My humble appeal to you today: Let all of us work diligently to accelerate efforts to develop synergies and links between national, regional and global efforts in reducing stigma and discrimination in all forms, including in health care settings and to leave no one behind in the efforts to ending AIDS as a public health threat by 2030.
These cannot be done if stigma and discrimination towards key populations remain in health care settings. Stigma and discrimination against transgender people living with HIV creates challenges that result in many who are unable to access health care not only in the Caribbean, but the world over.
Presently, there is little or no data on Trans persons, which leaves us invisible and worse yet, nonexistent. In Guyana where I come from, the incidence rate for Trans persons is 8.4% and new HIV infections remain high among Trans people aged 15-24 years old.
My transsisters and myself have experienced first hand discrimination in clinics. On many occasions, doctors avoid touching us during examination and if they have to, they put double gloves in front of us and not for others. In 13 months, we had three deaths, since people did not want to go for treatment.
The attitude, skills and experience of health care staff matter in the success and/or failure of the AIDS response. Health-care settings, in particular, should be safe spaces, an “oasis from stigma and discrimination.” Health care providers need to model desired behaviour. Unfortunately, stigma and discrimination are still realities that manifest themselves in a variety of ways, such as refusing to admit patients, delaying or withholding treatment or other forms of care, not attending to patients in beds, breaching confidentiality, and making inappropriate comments.
One type of stigma is bad enough. But “layered stigma”— in which one stigma (such as stigma because of HIV infection) is “layered” on pre-existing stigma such as gender, poverty, and sexuality or sexual orientation—is even worse. Layered stigma promotes concentrated HIV epidemics.
UNAIDS has made zero discrimination one of the pillars of its strategy: AND I QUOTE
“The future of the HIV epidemic will depend on how well the Caribbean will address identified challenges.
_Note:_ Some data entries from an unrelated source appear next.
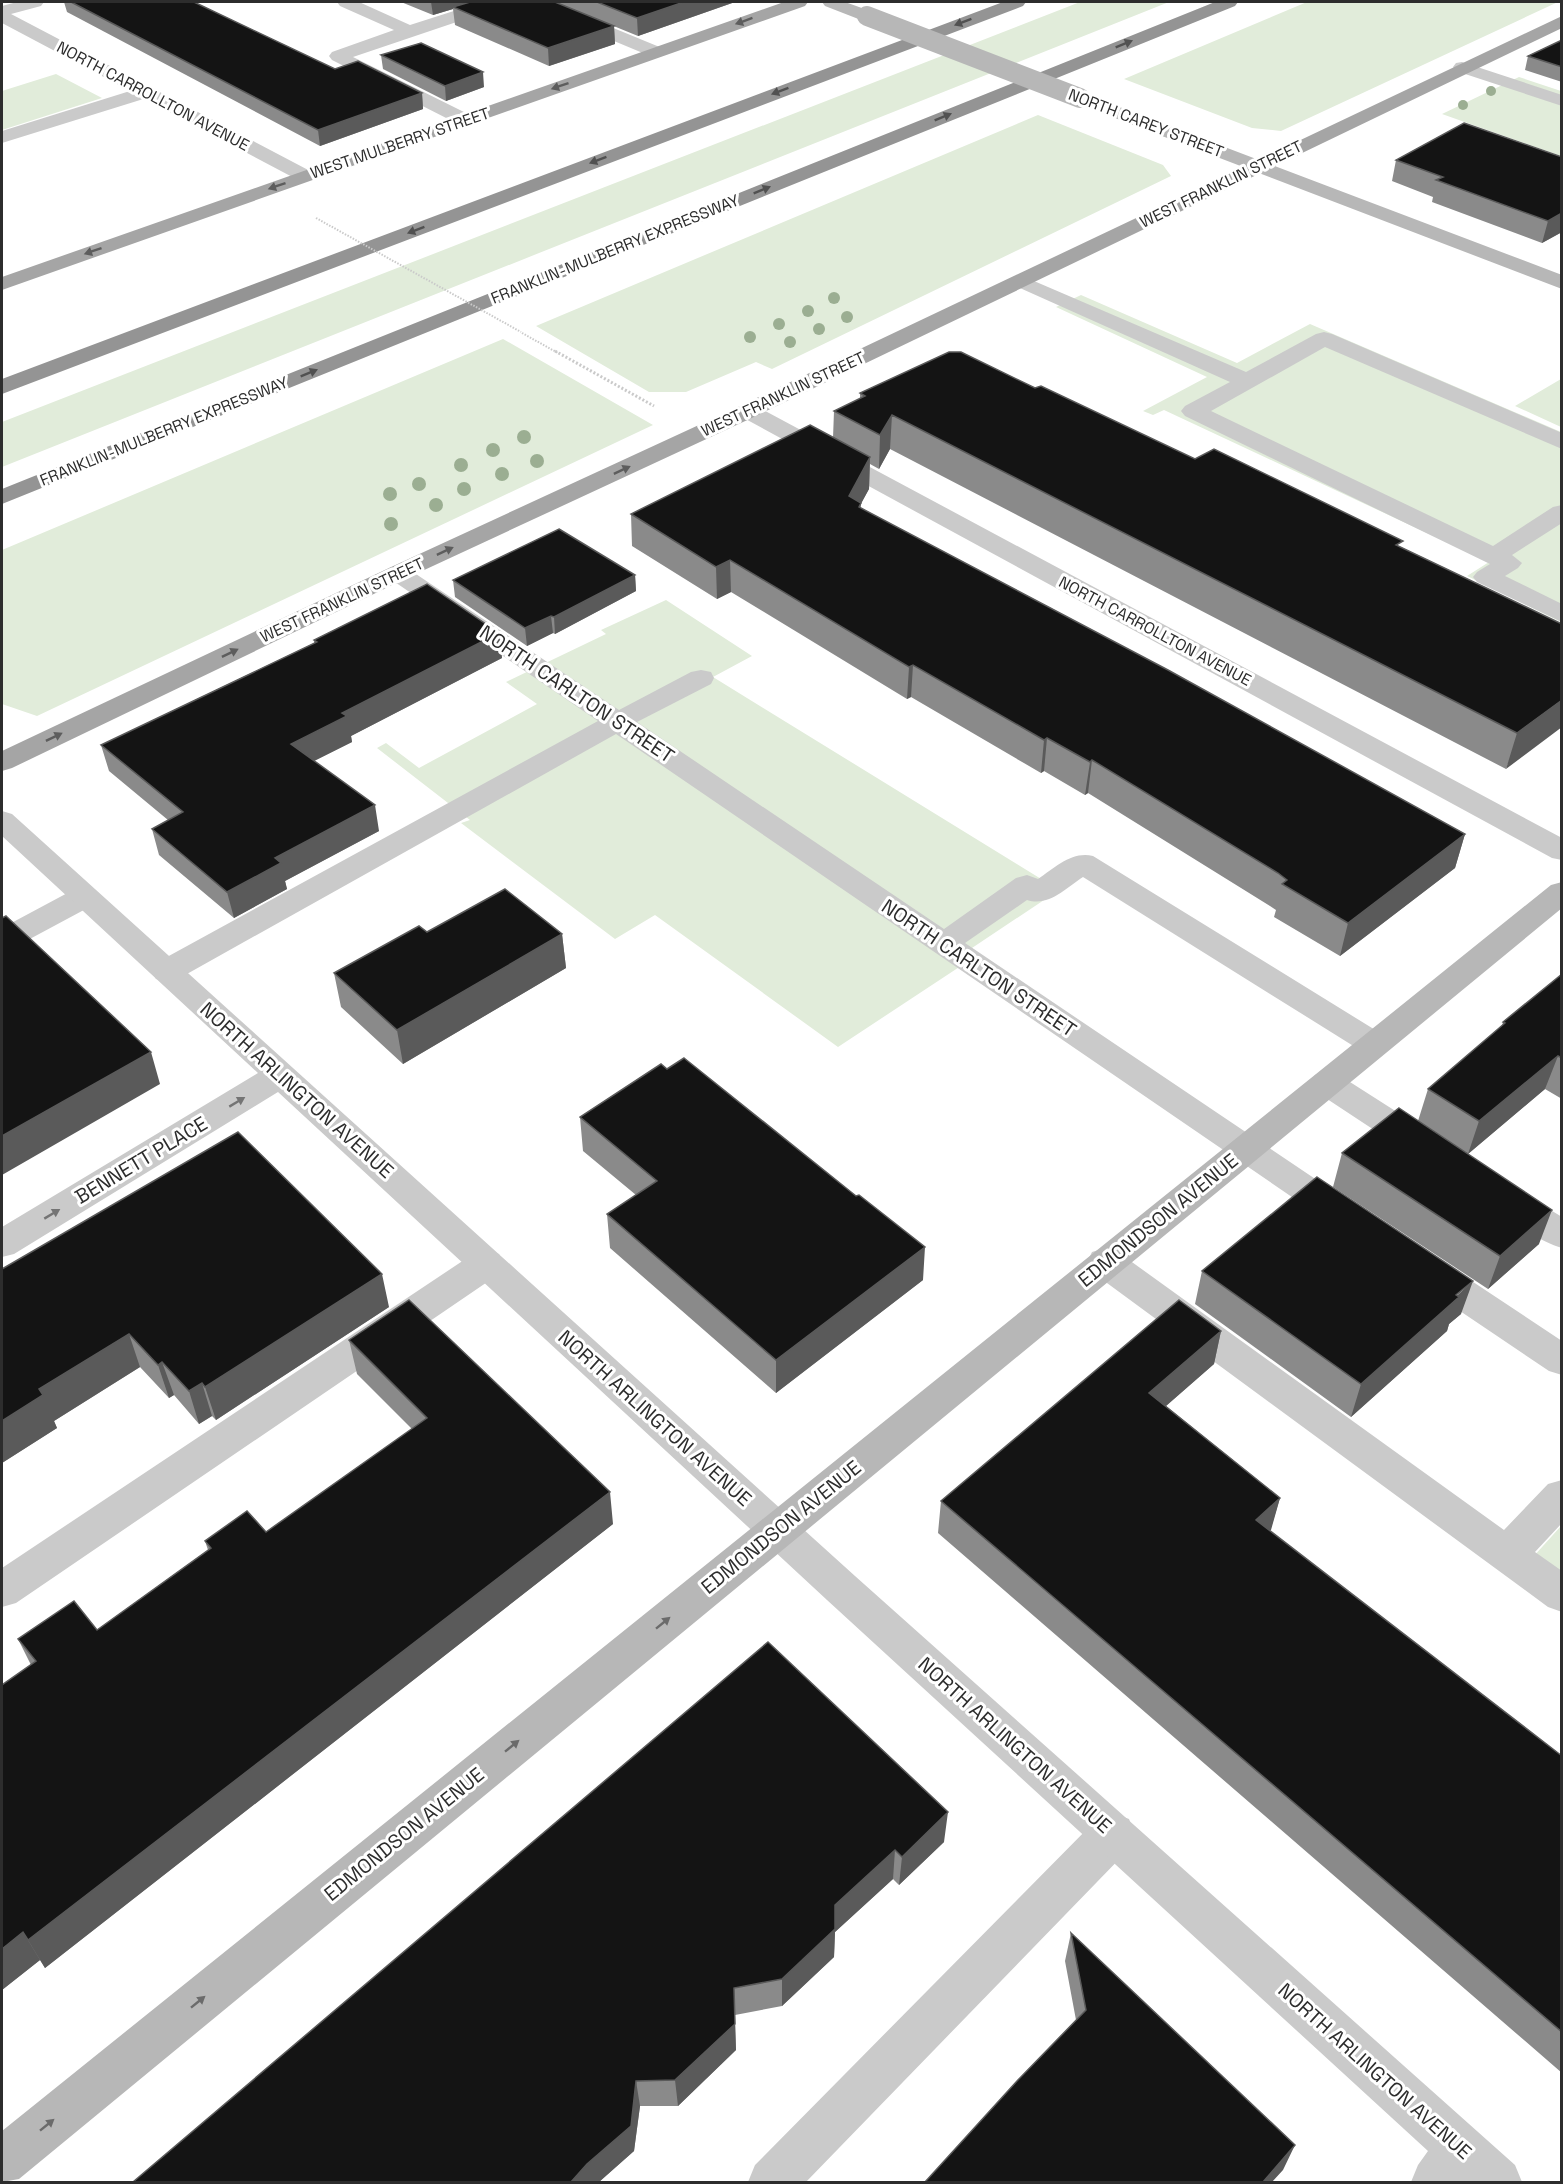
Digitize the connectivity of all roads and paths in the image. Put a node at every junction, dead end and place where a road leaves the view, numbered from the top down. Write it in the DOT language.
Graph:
graph roads {
  1 [pos="35,2"];
  2 [pos="346,2"];
  3 [pos="498,2"];
  4 [pos="536,2"];
  5 [pos="799,2"];
  6 [pos="831,2"];
  7 [pos="1017,2"];
  8 [pos="1229,2"];
  9 [pos="2,11"];
  10 [pos="2,16"];
  11 [pos="1562,21"];
  12 [pos="409,31"];
  13 [pos="656,52"];
  14 [pos="1462,67"];
  15 [pos="146,92"];
  16 [pos="1562,101"];
  17 [pos="465,120"];
  18 [pos="2,137"];
  19 [pos="1257,166"];
  20 [pos="305,176"];
  21 [pos="316,218"];
  22 [pos="1020,281"];
  23 [pos="2,284"];
  24 [pos="1562,284"];
  25 [pos="1247,381"];
  26 [pos="2,387"];
  27 [pos="662,410"];
  28 [pos="748,411"];
  29 [pos="1562,442"];
  30 [pos="2,497"];
  31 [pos="1559,517"];
  32 [pos="1494,556"];
  33 [pos="398,573"];
  34 [pos="1562,614"];
  35 [pos="701,678"];
  36 [pos="617,722"];
  37 [pos="2,762"];
  38 [pos="2,820"];
  39 [pos="1562,851"];
  40 [pos="1562,892"];
  41 [pos="84,897"];
  42 [pos="2,941"];
  43 [pos="943,944"];
  44 [pos="166,971"];
  45 [pos="1374,1044"];
  46 [pos="281,1075"];
  47 [pos="1326,1083"];
  48 [pos="1245,1149"];
  49 [pos="1451,1163"];
  50 [pos="1481,1183"];
  51 [pos="1358,1225"];
  52 [pos="1562,1235"];
  53 [pos="2,1244"];
  54 [pos="1407,1257"];
  55 [pos="1105,1262"];
  56 [pos="486,1264"];
  57 [pos="1562,1360"];
  58 [pos="1562,1497"];
  59 [pos="778,1529"];
  60 [pos="1507,1554"];
  61 [pos="2,1590"];
  62 [pos="1562,1594"];
  63 [pos="1113,1834"];
  64 [pos="2,2162"];
  65 [pos="1448,2166"];
  66 [pos="772,2182"];
  67 [pos="1498,2182"];
  1 -- 9 [label="street"];
  2 -- 12 [label="street"];
  3 -- 12 [label="street"];
  4 -- 13 [label="street"];
  5 -- 13 [label="main road, WEST MULBERRY STREET, one-way"];
  6 -- 19 [label="street, NORTH CAREY STREET, bridge"];
  7 -- 26 [label="highway, one-way"];
  30 -- 8 [label="highway, FRANKLIN-MULBERRY EXPRESSWAY, one-way"];
  10 -- 15 [label="street, NORTH CARROLLTON AVENUE"];
  11 -- 14 [label="main road, WEST FRANKLIN STREET"];
  12 -- 17 [label="street"];
  13 -- 17 [label="main road, WEST MULBERRY STREET, one-way"];
  14 -- 16 [label="street"];
  14 -- 19 [label="main road, WEST FRANKLIN STREET"];
  15 -- 18 [label="street"];
  15 -- 20 [label="street, NORTH CARROLLTON AVENUE"];
  17 -- 20 [label="main road, WEST MULBERRY STREET"];
  19 -- 22 [label="main road, WEST FRANKLIN STREET"];
  19 -- 24 [label="street, NORTH CAREY STREET"];
  20 -- 23 [label="main road, WEST MULBERRY STREET, one-way"];
  21 -- 27 [label="path, bridge"];
  22 -- 25 [label="street"];
  22 -- 28 [label="main road, WEST FRANKLIN STREET"];
  25 -- 29 [label="street"];
  25 -- 32 [label="street"];
  33 -- 28 [label="main road, WEST FRANKLIN STREET, one-way"];
  28 -- 39 [label="street, NORTH CARROLLTON AVENUE"];
  31 -- 32 [label="street"];
  32 -- 34 [label="street"];
  33 -- 36 [label="street, NORTH CARLTON STREET"];
  37 -- 33 [label="main road, WEST FRANKLIN STREET, one-way"];
  35 -- 36 [label="street"];
  36 -- 43 [label="street, NORTH CARLTON STREET"];
  36 -- 44 [label="street"];
  38 -- 41 [label="street, NORTH ARLINGTON AVENUE"];
  40 -- 45 [label="street, EDMONDSON AVENUE"];
  41 -- 42 [label="street"];
  41 -- 44 [label="street, NORTH ARLINGTON AVENUE"];
  43 -- 45 [label="street"];
  43 -- 48 [label="street, NORTH CARLTON STREET"];
  44 -- 46 [label="street, NORTH ARLINGTON AVENUE"];
  45 -- 47 [label="street, EDMONDSON AVENUE"];
  53 -- 46 [label="street, BENNETT PLACE, one-way"];
  46 -- 56 [label="street, NORTH ARLINGTON AVENUE"];
  47 -- 48 [label="street, EDMONDSON AVENUE"];
  47 -- 49 [label="street"];
  48 -- 51 [label="street, NORTH CARLTON STREET"];
  48 -- 55 [label="street, EDMONDSON AVENUE"];
  50 -- 52 [label="street"];
  54 -- 57 [label="street"];
  55 -- 59 [label="street, EDMONDSON AVENUE"];
  55 -- 60 [label="street"];
  56 -- 59 [label="street, NORTH ARLINGTON AVENUE"];
  56 -- 61 [label="street"];
  58 -- 60 [label="street"];
  59 -- 63 [label="street, NORTH ARLINGTON AVENUE"];
  64 -- 59 [label="street, EDMONDSON AVENUE, one-way"];
  60 -- 62 [label="street"];
  63 -- 65 [label="street, NORTH ARLINGTON AVENUE"];
  63 -- 66 [label="street"];
  65 -- 67 [label="street, NORTH ARLINGTON AVENUE"];
}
Leadership is needed to remove punitive laws that diminish stigma and discrimination. Laws that perpetuate stigma and discrimination and limit access to health care and fuel the spread of HIV are not in the national interest” (UNAIDS).
Greater political and policy commitment are needed to make health-related services “stigma free.”
What would stigma-free health services look like? That all personnel (“from the receptionist to the guard to the surgeon”) are trained, have existing guidance for stigma- and discrimination-free services, ensure that client satisfaction is monitored, and key populations are included among staff and in evaluating services.
I am requesting all Members States and key donors to increase their investments to adequately address discrimination in health-care settings as part of a fully-funded global HIV response.